Could CBD oil ease your heart failure symptoms or help you manage your condition? This herbal supplement is sold over the counter and may be marketed with various health claims, but heart experts aren’t so sure it’s worthwhile or even safe if you have heart failure.
“Heart failure patients should know that while CBD has been touted as a wonder compound and seems to be in almost everything these days, it has never been shown to have any significant cardiovascular benefits in human studies,” says Scott Lundgren, DO, a transplant cardiologist at Nebraska Medicine in Omaha.
What Is CBD Oil?
CBD oil contains cannabidiol, an herbal liquid supplement made from the cannabis plant. It doesn’t have the same effect on the brain as THC, another compound found in cannabis that gives you a “high” when smoked or eaten, says Larry Allen, MD, associate division head for clinical affairs in cardiology at University of Colorado Anschutz Medical Campus.
“There are no known cardiovascular benefits for cannabis or cannabidiol, and there may even be some adverse effects, so people should not take these products and think that it will have positive effects on their cardiovascular health,” says Allen, who’s also co-author of the American Heart Association’s statement on all cannabis products.
In 2018, the FDA approved the first oral, purified CBD drug, Epidiolex, to treat seizures in two rare forms of epilepsy. Two synthetic versions of cannabidiol were later approved: dronabinol (Marinol, Syndros) for treatment of nausea during cancer chemotherapy and nabilone (Cesamet) to treat weight loss associated with AIDS.
Some of CBD’s proven benefits in other health conditions may be intriguing to people living with heart failure, Allen says.
“Does it stimulate your appetite? Yes. Do people gain weight if they take it? Possibly true. Patients with severe heart failure do have cachexia,” or severe weight loss and muscle wasting, he says. “One could argue that people with nausea, lack of appetite, or who are losing weight could think CBD would help them.
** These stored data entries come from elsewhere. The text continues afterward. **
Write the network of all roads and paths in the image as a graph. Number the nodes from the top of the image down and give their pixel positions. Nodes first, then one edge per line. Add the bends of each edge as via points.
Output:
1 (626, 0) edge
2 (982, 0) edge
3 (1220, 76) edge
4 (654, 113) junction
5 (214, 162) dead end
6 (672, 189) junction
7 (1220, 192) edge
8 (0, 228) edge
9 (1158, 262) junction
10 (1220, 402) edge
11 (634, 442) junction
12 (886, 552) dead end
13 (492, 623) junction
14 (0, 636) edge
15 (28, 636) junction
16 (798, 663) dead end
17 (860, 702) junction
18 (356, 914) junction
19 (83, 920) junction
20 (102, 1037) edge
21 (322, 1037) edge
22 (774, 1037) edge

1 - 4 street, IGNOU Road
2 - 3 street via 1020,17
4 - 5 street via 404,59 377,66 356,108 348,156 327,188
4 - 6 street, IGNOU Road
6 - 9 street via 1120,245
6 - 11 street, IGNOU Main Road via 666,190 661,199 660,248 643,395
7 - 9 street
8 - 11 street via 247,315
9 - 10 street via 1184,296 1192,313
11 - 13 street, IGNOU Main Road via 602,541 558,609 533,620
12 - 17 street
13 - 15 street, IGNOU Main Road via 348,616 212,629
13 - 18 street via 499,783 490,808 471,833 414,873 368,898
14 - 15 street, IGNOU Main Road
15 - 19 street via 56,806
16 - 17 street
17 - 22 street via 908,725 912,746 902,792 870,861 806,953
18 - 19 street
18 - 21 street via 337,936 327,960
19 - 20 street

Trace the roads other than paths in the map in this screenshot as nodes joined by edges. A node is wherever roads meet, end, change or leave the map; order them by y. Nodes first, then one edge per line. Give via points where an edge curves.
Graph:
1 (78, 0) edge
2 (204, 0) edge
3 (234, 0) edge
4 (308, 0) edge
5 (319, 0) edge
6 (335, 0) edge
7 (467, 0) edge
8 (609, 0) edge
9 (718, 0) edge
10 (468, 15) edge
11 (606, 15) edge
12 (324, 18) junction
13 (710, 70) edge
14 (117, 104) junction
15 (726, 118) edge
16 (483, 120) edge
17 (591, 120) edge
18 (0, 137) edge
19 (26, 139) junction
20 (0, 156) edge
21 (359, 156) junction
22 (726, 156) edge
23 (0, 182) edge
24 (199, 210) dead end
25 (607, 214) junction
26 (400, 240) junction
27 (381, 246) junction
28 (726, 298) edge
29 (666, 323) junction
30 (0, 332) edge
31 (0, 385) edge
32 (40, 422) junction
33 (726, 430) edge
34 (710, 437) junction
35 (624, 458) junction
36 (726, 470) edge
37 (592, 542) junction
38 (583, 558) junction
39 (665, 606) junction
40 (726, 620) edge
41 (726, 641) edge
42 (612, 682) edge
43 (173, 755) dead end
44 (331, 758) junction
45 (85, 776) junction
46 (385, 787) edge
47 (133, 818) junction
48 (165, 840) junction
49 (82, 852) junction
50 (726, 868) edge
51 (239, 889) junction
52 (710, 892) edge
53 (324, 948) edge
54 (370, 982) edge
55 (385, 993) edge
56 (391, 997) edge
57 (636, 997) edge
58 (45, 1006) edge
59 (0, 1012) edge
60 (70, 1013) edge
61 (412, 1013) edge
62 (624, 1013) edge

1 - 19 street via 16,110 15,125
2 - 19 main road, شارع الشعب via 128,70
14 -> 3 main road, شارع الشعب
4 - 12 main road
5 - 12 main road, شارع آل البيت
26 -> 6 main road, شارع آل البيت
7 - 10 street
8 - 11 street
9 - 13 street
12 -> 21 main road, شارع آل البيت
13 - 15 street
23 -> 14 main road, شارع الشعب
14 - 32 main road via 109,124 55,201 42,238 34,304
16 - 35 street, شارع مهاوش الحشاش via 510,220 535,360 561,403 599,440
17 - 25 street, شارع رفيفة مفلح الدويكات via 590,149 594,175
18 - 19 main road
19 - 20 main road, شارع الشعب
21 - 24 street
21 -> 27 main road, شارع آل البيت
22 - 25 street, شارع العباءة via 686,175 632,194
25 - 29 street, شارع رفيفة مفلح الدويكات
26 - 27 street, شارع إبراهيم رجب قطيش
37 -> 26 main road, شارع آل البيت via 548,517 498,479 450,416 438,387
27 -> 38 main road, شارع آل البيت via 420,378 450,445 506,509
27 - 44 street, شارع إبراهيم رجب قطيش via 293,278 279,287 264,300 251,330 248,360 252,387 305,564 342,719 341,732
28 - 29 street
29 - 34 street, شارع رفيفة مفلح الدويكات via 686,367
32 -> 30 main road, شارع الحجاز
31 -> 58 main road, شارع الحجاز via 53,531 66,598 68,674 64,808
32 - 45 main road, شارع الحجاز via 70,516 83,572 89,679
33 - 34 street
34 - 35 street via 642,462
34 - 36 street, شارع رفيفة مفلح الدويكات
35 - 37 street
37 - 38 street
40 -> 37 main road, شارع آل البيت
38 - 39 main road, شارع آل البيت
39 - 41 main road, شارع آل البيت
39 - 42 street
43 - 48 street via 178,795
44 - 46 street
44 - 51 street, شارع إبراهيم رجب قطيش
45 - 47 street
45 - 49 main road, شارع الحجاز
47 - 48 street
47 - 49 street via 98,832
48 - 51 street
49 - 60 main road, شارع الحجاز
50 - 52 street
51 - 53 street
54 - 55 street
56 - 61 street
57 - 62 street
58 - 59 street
People with heart failure have a fair amount of discomfort, including edema [swelling] and somatic or pain-related issues, so you could think CBD has a role.”
But there isn’t really any evidence to prove that it will relieve heart failure symptoms or be safe to use if you have heart failure, he adds.
What We Know About CBD
Some research suggests that CBD oil may improve some heart-related symptoms:
- A very small study conducted in 2017 in England found that CBD improved resting blood pressure and blood pressure spikes related to stress in people without heart conditions.
- Various studies in animals have shown that CBD could improve vasorelaxation, or opening of arteries for better blood flow, as well as reduce inflammation. A small clinical trial from Mexico studying CBD in people with heart failure hasn’t reported any results yet.
- A large study of more than 161,000 people hospitalized for heart failure who had used marijuana found that they had, on average, a lower risk of death and shorter hospital stays. But this doesn’t necessarily mean CBD oil would have the same benefit.
It’s illegal in the U.S. to market CBD by adding it to any food or calling it a dietary supplement. Also, although the FDA has approved a few CBD drugs to treat certain diseases, don’t expect CBD sold over the counter to be safe or beneficial for heart failure, Lundgren says.
“CBD oil may not have the same properties, and it can actually cause gastrointestinal distress like diarrhea or cause decreased appetite. CBD products can include unknown ingredients and may not be accurately labeled,” he says.
When you use CBD oil, your liver breaks it down. During this process, it could interfere with your medications for heart failure or other heart conditions. “CBD has known interactions with warfarin, certain statins, calcium channel blockers, beta-blockers, and nitrates. Just because a supplement is ‘natural’ doesn’t mean that it is safe,” Lundgren says.
CBD May Have Health Risks
CBD oil must be studied in randomized clinical trials on people, not animals, before it can be considered safe or effective for heart failure, Lundgren says. Until that happens, he advises against buying or using CBD. “There is some evidence that CBD can cause liver injury as well as lead to male infertility issues. When consumed with alcohol, individuals may experience increased drowsiness, which can lead to household injuries.”
If you have heart failure, you might feel like you’re taking control of your own care by trying herbal treatments that don’t require a prescription. To be safe, talk to your cardiologist first: Ask questions about CBD oil and make decisions together about using this or any other supplement, Allen says.
“CBD products cost money and can distract you from taking prescribed treatments for heart failure that are evidence-based. They could do indirect harm to people with heart failure. ... We already have a half-dozen treatments for heart failure symptoms and to help you live longer.”